Eu e o Irivan nos animamos, tomamos um bom café da manhã e, sem perder tempo, fomos em direção ao acampamento 1 (4.200m), chegamos perto, até os 4000m, enfrentando neve até o joelho, e depois voltamos felizes para o acampamento-base, impressionados pela imponência e beleza do Lenin. Foi só então que percebemos que todas aquelas barracas ao nosso redor estavam vazias, éramos os primeiros alpinistas da temporada a chegar, porém já contávamos com o conforto de toda a estrutura do acampamento-base da agência que havíamos contratado.

Todo o ânimo que tivemos em nossa primeira investida ao Lenin foi aos poucos sendo abalado pelas sucessivas nevadas, em doze dias tivemos dez grandes tempestades, com duração de 4 a 5 horas cada uma. Isso significava avalanches perigosas e muita neve fofa pelo caminho.

Devido ao excesso de neve foi difícil vencer os 12 km do acampamento base (3.500m) até o acampamento 1 (4.200m), como também chegar até o local do acampamento 2 (5.300m), mas pior ainda foi chegar até o local do acampamento 3 (6.100m), quando, sem nenhum exagero, nos afundamos na neve até a cintura, ajudados apenas por um outro alpinista do Quirguistão que desceu em seguida.

Mesmo com toda aquela neve, brigando com um vento que parecia querer nos jogar montanha abaixo, conseguimos montar nosso acampamento 3, com a intenção de partir para o cume exatamente à meia noite.

Eu já estava pronto, com toda a minha roupa vestida, e percebi que começou a nevar forte. Olhei para o relógio, eram exatamente 23h45. Coloquei o meu corpo para fora da barraca e fui surpreendido por uma rajada de vento que me deixou totalmente branco de neve, a visibilidade era de poucos metros. Nevou forte até as 4 da madrugada, mas o vento diminuiu só lá pelas 6hs. Durante todo esse tempo eu fiquei de plantão, rezando para que a tempestade diminuísse, mas ao amanhecer já era tarde para o nosso ataque ao cume, que deveria durar umas 18horas (ida e volta desde o acampamento 3).
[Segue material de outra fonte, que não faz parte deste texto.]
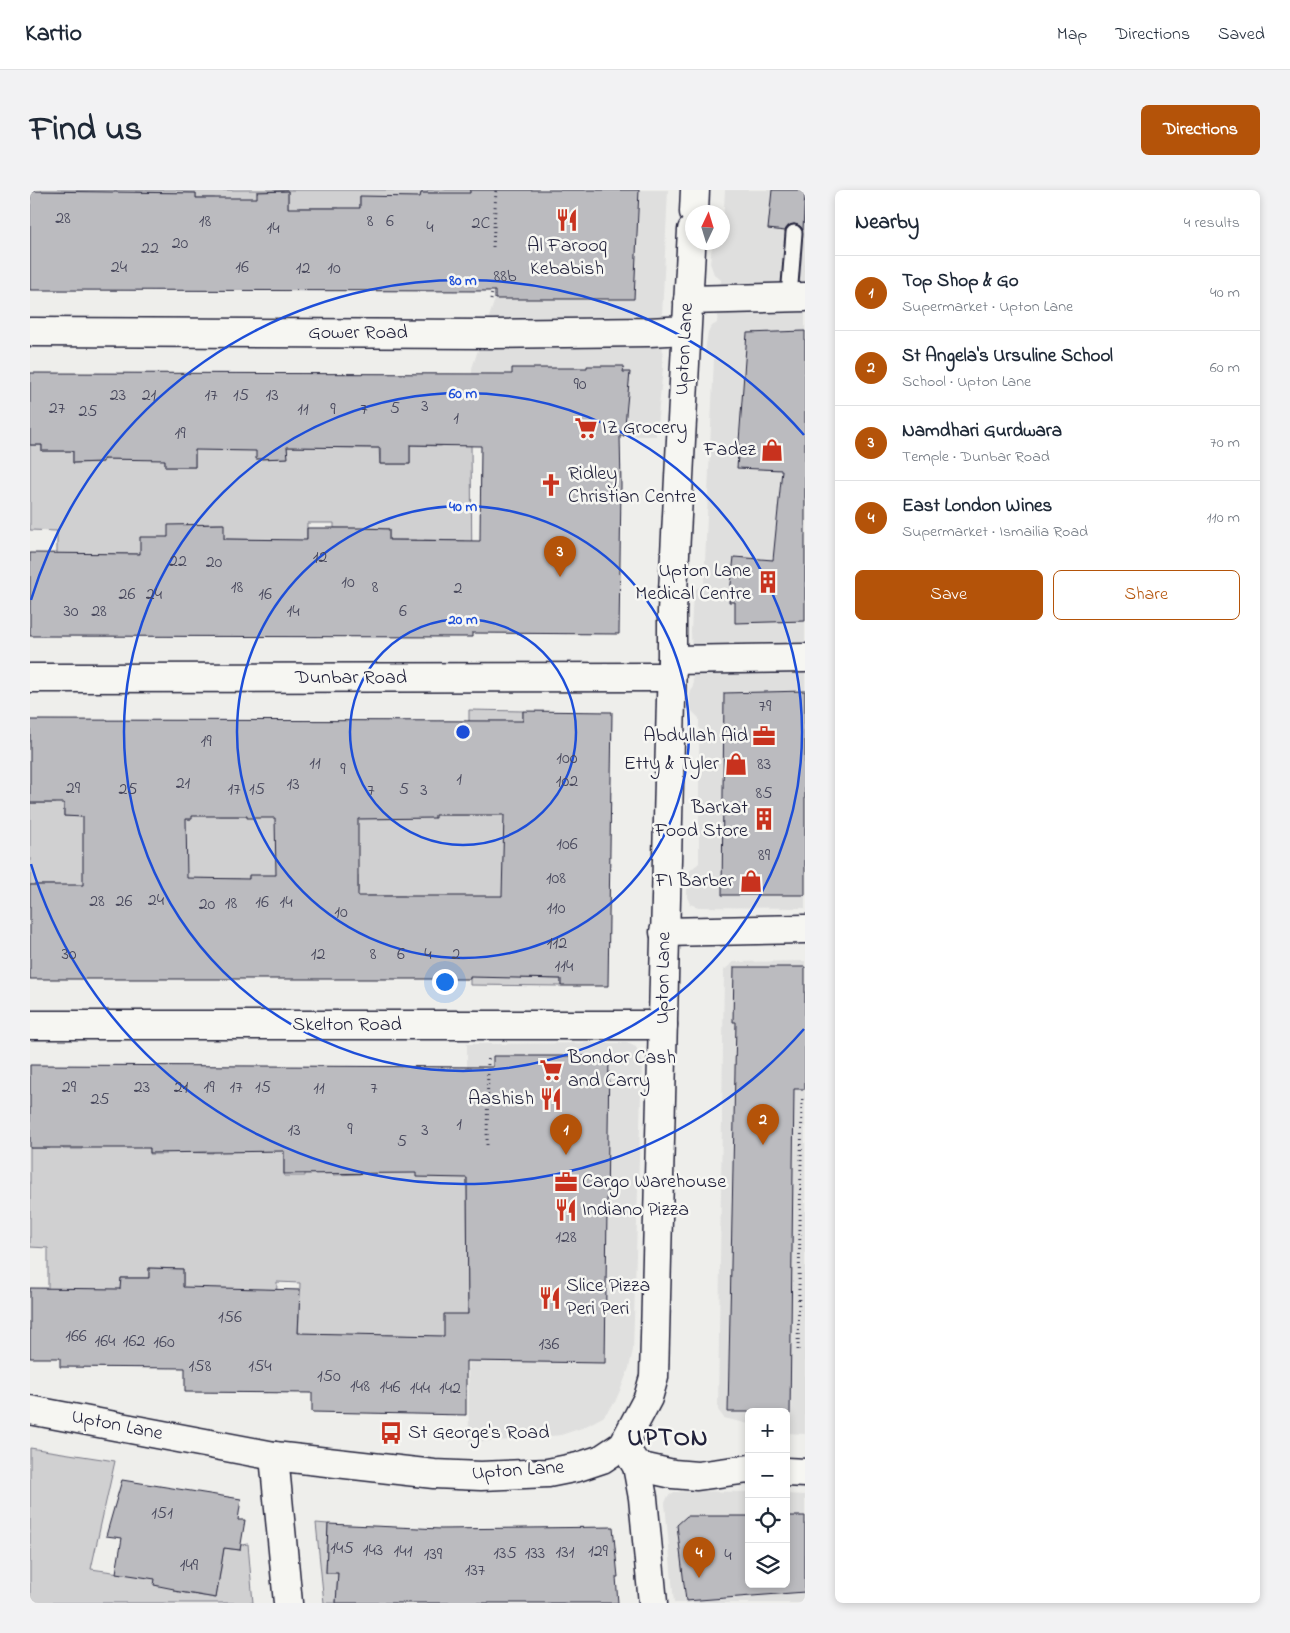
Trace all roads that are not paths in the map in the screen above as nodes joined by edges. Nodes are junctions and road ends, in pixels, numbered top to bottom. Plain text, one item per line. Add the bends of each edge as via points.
1 (695, 190) edge
2 (694, 205) edge
3 (794, 232) dead end
4 (691, 250) edge
5 (797, 297) edge
6 (688, 300) junction
7 (686, 330) junction
8 (30, 332) edge
9 (805, 658) edge
10 (672, 668) junction
11 (30, 678) edge
12 (805, 929) edge
13 (664, 932) junction
14 (30, 1025) edge
15 (663, 1025) junction
16 (30, 1410) edge
17 (630, 1455) junction
18 (274, 1456) junction
19 (745, 1470) edge
20 (790, 1472) edge
21 (805, 1473) edge
22 (288, 1603) edge
23 (653, 1603) edge

1 - 2 street
3 - 5 lane
4 - 6 street, Upton Lane
5 - 6 street
6 - 7 street, Upton Lane
7 - 8 street, Gower Road via 490,334
7 - 10 street, Upton Lane
9 - 10 street, Dunbar Road
10 - 11 street, Dunbar Road
10 - 13 street, Upton Lane
12 - 13 street
13 - 15 street, Upton Lane
14 - 15 street, Skelton Road
15 - 17 street, Upton Lane via 654,1377
16 - 18 street, Upton Lane
17 - 18 street, Upton Lane via 548,1473 481,1476 434,1474
17 - 19 street via 673,1474 697,1476
17 - 23 street via 643,1498
18 - 22 street
20 - 21 street

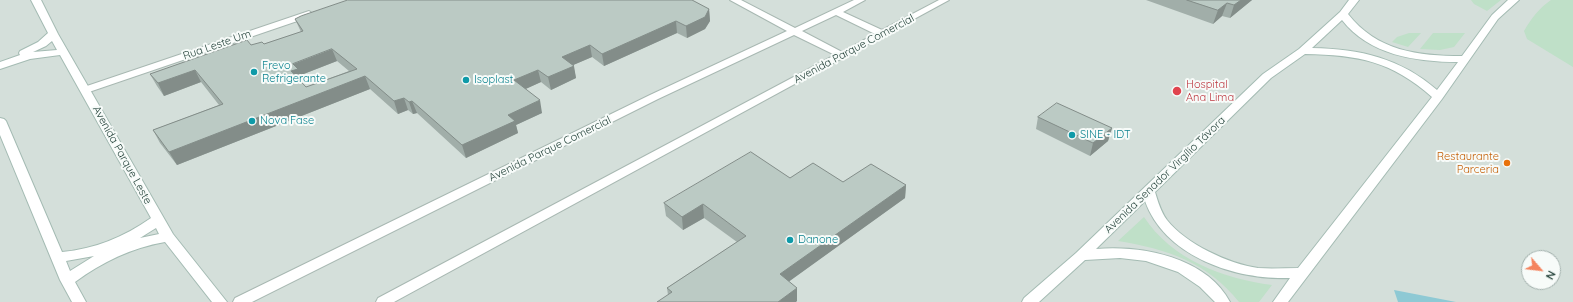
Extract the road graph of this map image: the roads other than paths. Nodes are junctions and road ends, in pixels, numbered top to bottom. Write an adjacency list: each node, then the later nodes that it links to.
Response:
1 (36, 0): 11 (main road, Avenida Parque Leste)
2 (734, 0): 10 (street)
3 (862, 0): 8 (street, Avenida Parque Comercial)
4 (945, 0): 12 (street, Avenida Parque Comercial)
5 (1354, 0): 9 (main road, Avenida Senador Virgílio Távora)
6 (1514, 0): 17 (main road)
7 (320, 10): 19 (street, Rua Leste Um)
8 (837, 12): 10 (street, Avenida Parque Comercial); 12 (street)
9 (1343, 14): 13 (main road, Avenida Senador Virgílio Távora); 17 (main road)
10 (796, 32): 15 (street); 31 (street, Avenida Parque Comercial)
11 (53, 34): 14 (main road, Avenida Parque Leste); 16 (main road)
12 (882, 34): 15 (street, Avenida Parque Comercial)
13 (1303, 51): 20 (main road); 22 (main road, Avenida Senador Virgílio Távora)
14 (63, 52): 18 (main road); 19 (main road, Avenida Parque Leste)
15 (841, 55): 32 (street, Avenida Parque Comercial)
16 (0, 59)
17 (1466, 59): 20 (main road)
18 (0, 66)
19 (85, 90): 23 (main road, Avenida Parque Leste)
20 (1438, 97): 27 (main road)
21 (0, 121): 25 (main road)
22 (1148, 191): 26 (main road, Avenida Senador Virgílio Távora); 27 (main road)
23 (158, 220): 24 (main road, Avenida Parque Leste); 25 (main road)
24 (168, 237): 28 (main road); 30 (main road, Avenida Parque Leste)
25 (58, 256): 28 (main road)
26 (1081, 256): 33 (main road, Avenida Senador Virgílio Távora); 34 (main road)
27 (1302, 273): 35 (main road)
28 (67, 280): 29 (main road)
29 (79, 302)
30 (220, 302)
31 (240, 302)
32 (383, 302)
33 (1029, 302)
34 (1223, 302)
35 (1280, 302)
Desmontamos o nosso acampamento 3 desolados e começamos a perigosa descida. Nos primeiros 300 metros novamente nos afundamos até a cintura e ficamos com medo da neve recém caída escorrer montanha abaixo nos levando.

Durante a descida houve muita neblina e nevou mais. No acampamento 1, que também poderia ser chamado de acampamento-base avançado, nos receberam com um bolo, não pelo cume, que não fizemos, mas apenas pela nossa tentativa arrojada. Tentavam nos animar, pois havíamos tomado a decisão de desistir da escalada do Lenin, e seguir o programa original para pelo menos conhecer um pouco das outras quatro montanhas do Leopardo das Neves. Isso deixou o pessoal da nossa agência e os colegas das outras equipes um tanto decepcionados, já que desde o início havíamos ganhado uma excelente reputação, pois fomos os primeiros a abrir o caminho, bem como a montar a primeira barraca em cada um dos acampamentos superiores.

Na manhã seguinte desmontamos nosso acampamento 1 e, com as mochilas bem pesadas, regressamos até o acampamento-base, prontos para abandonar definitivamente a montanha. Apesar de não termos chegado ao cume do Pico Lenin, estávamos satisfeitos com o nosso desempenho, era o dia 13 de julho.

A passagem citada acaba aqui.